#### Work task
Could the listing below be returned exactly, with its pictures left out?

#### Data in this exercise
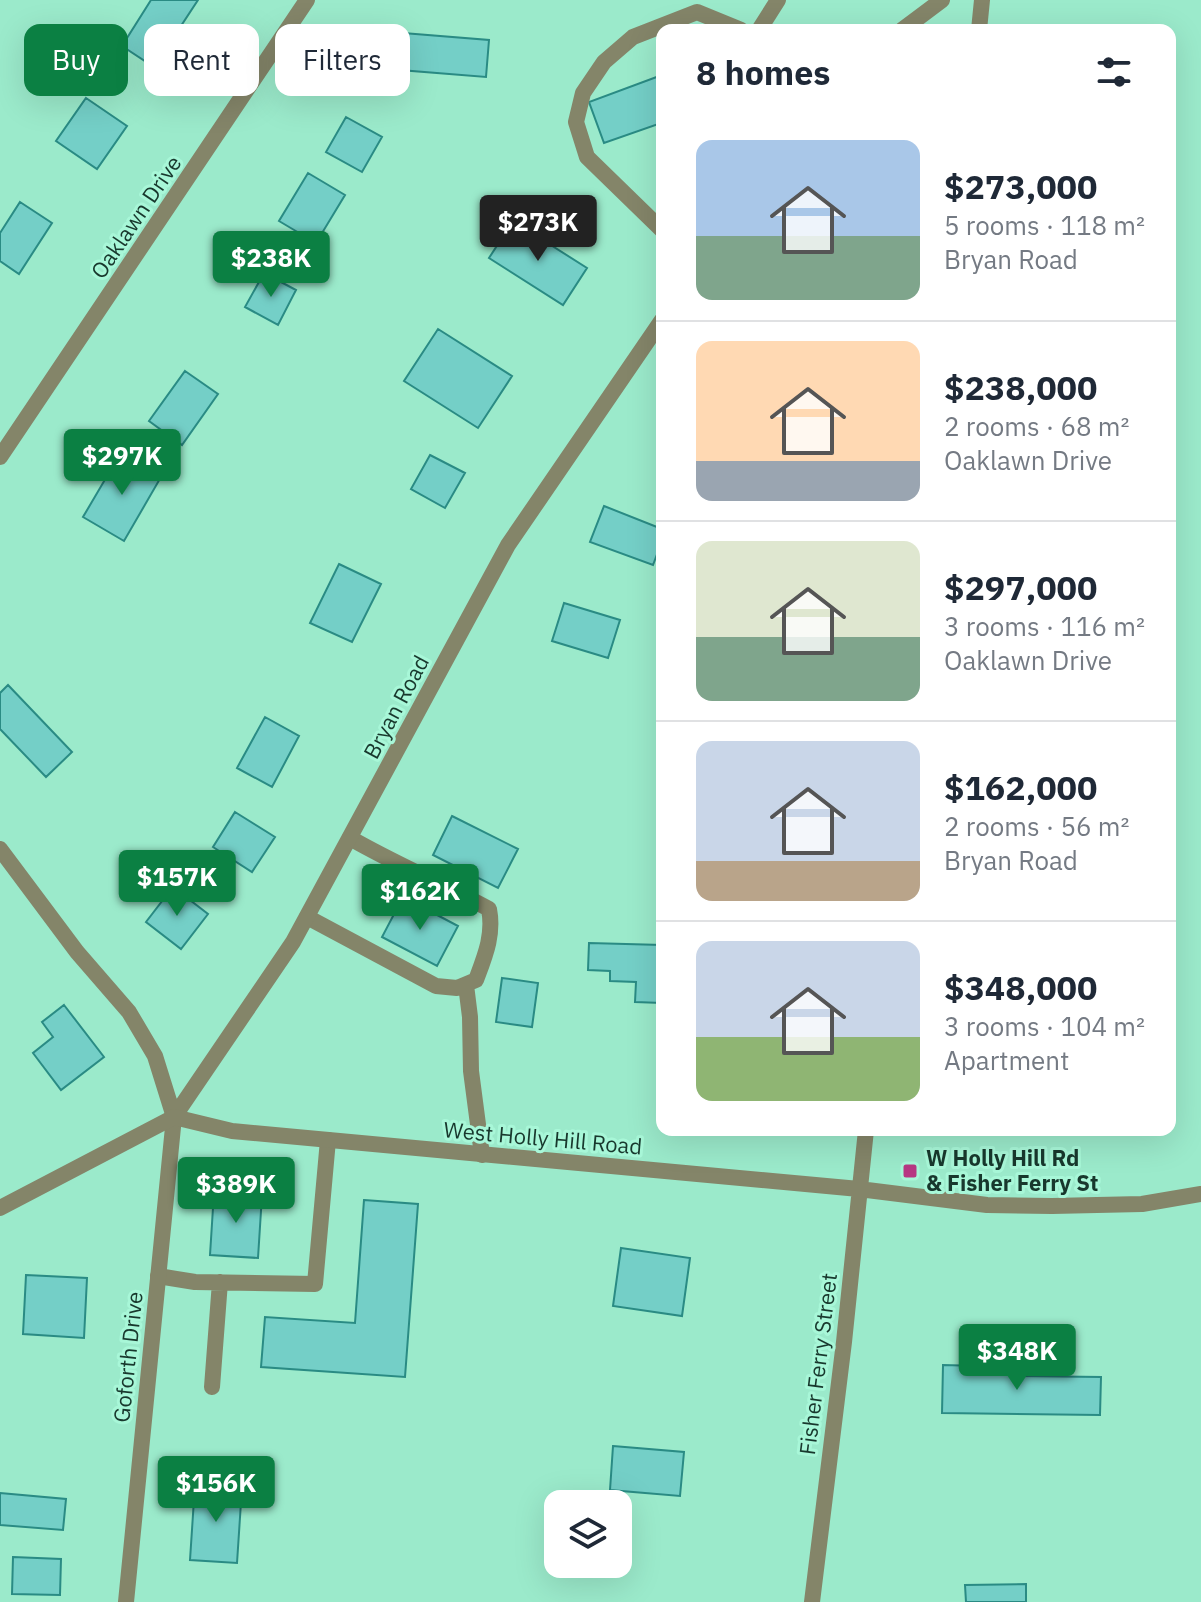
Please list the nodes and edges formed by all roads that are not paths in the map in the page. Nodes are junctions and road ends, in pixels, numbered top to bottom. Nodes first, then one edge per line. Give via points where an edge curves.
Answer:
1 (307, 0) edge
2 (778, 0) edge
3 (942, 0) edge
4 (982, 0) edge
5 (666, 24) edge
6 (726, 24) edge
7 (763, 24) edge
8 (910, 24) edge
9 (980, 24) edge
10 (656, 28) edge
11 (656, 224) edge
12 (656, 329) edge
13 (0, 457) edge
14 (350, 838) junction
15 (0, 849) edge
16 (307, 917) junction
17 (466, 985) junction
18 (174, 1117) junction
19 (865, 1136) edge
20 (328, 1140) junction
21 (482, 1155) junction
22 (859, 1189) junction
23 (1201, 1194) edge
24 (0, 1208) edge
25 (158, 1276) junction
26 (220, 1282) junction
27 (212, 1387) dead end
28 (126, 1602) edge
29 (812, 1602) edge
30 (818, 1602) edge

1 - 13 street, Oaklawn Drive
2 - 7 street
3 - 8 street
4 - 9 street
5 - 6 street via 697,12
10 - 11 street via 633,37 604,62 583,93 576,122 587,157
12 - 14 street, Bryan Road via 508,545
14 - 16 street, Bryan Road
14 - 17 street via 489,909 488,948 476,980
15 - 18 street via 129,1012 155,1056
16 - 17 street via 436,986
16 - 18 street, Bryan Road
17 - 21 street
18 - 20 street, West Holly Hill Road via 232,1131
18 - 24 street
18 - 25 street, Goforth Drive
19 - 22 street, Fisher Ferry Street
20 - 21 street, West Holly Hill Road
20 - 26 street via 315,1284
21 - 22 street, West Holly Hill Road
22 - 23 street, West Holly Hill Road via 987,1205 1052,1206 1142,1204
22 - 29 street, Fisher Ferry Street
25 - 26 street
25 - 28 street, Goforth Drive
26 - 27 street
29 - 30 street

#### Answer
Please list the nodes and edges formed by all roads that are not paths in the map in the page. Nodes are junctions and road ends, in pixels, numbered top to bottom. Nodes first, then one edge per line. Give via points where an edge curves.
Answer:
1 (307, 0) edge
2 (778, 0) edge
3 (942, 0) edge
4 (982, 0) edge
5 (666, 24) edge
6 (726, 24) edge
7 (763, 24) edge
8 (910, 24) edge
9 (980, 24) edge
10 (656, 28) edge
11 (656, 224) edge
12 (656, 329) edge
13 (0, 457) edge
14 (350, 838) junction
15 (0, 849) edge
16 (307, 917) junction
17 (466, 985) junction
18 (174, 1117) junction
19 (865, 1136) edge
20 (328, 1140) junction
21 (482, 1155) junction
22 (859, 1189) junction
23 (1201, 1194) edge
24 (0, 1208) edge
25 (158, 1276) junction
26 (220, 1282) junction
27 (212, 1387) dead end
28 (126, 1602) edge
29 (812, 1602) edge
30 (818, 1602) edge

1 - 13 street, Oaklawn Drive
2 - 7 street
3 - 8 street
4 - 9 street
5 - 6 street via 697,12
10 - 11 street via 633,37 604,62 583,93 576,122 587,157
12 - 14 street, Bryan Road via 508,545
14 - 16 street, Bryan Road
14 - 17 street via 489,909 488,948 476,980
15 - 18 street via 129,1012 155,1056
16 - 17 street via 436,986
16 - 18 street, Bryan Road
17 - 21 street
18 - 20 street, West Holly Hill Road via 232,1131
18 - 24 street
18 - 25 street, Goforth Drive
19 - 22 street, Fisher Ferry Street
20 - 21 street, West Holly Hill Road
20 - 26 street via 315,1284
21 - 22 street, West Holly Hill Road
22 - 23 street, West Holly Hill Road via 987,1205 1052,1206 1142,1204
22 - 29 street, Fisher Ferry Street
25 - 26 street
25 - 28 street, Goforth Drive
26 - 27 street
29 - 30 street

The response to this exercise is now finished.